(Entries taken from a collection)
··········

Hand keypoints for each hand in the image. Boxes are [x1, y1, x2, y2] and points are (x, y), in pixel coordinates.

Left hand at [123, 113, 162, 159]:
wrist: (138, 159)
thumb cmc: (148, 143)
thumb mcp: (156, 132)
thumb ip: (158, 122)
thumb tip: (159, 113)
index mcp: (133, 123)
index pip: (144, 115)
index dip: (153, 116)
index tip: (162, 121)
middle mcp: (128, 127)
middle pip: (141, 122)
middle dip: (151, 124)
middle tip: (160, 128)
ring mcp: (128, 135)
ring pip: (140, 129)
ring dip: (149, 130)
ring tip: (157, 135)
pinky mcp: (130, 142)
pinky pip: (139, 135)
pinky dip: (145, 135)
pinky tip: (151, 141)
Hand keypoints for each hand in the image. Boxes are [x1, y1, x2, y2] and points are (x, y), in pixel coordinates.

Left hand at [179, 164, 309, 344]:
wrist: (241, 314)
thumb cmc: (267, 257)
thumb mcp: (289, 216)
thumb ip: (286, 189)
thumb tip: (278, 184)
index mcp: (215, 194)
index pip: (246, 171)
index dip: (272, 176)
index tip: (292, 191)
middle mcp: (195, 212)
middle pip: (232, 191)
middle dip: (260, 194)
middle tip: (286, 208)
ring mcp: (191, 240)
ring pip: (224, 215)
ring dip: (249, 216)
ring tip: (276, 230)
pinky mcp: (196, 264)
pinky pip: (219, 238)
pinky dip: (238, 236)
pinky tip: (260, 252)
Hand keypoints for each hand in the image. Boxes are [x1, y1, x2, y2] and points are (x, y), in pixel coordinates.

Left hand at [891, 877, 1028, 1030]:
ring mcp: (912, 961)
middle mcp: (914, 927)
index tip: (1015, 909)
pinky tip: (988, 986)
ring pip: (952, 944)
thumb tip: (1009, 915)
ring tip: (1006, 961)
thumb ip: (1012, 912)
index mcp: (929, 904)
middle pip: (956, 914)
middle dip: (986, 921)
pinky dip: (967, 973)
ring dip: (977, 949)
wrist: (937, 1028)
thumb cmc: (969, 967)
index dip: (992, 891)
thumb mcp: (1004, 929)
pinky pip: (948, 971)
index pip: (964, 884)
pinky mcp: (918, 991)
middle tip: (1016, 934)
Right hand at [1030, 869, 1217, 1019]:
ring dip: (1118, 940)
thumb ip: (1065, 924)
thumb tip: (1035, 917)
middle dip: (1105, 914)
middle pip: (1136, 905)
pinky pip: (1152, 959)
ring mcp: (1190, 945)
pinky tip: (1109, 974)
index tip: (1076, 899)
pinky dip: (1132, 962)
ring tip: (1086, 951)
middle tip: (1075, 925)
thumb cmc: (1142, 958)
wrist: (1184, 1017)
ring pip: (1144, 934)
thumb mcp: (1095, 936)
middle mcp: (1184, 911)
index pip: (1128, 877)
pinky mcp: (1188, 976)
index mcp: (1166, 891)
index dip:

··········

EXERCISE DESCRIPTION —
Pick out the lines above containing the word "Left", then copy them.

RESPONSE BOX —
Left hand at [123, 113, 162, 159]:
Left hand at [179, 164, 309, 344]:
Left hand at [891, 877, 1028, 1030]:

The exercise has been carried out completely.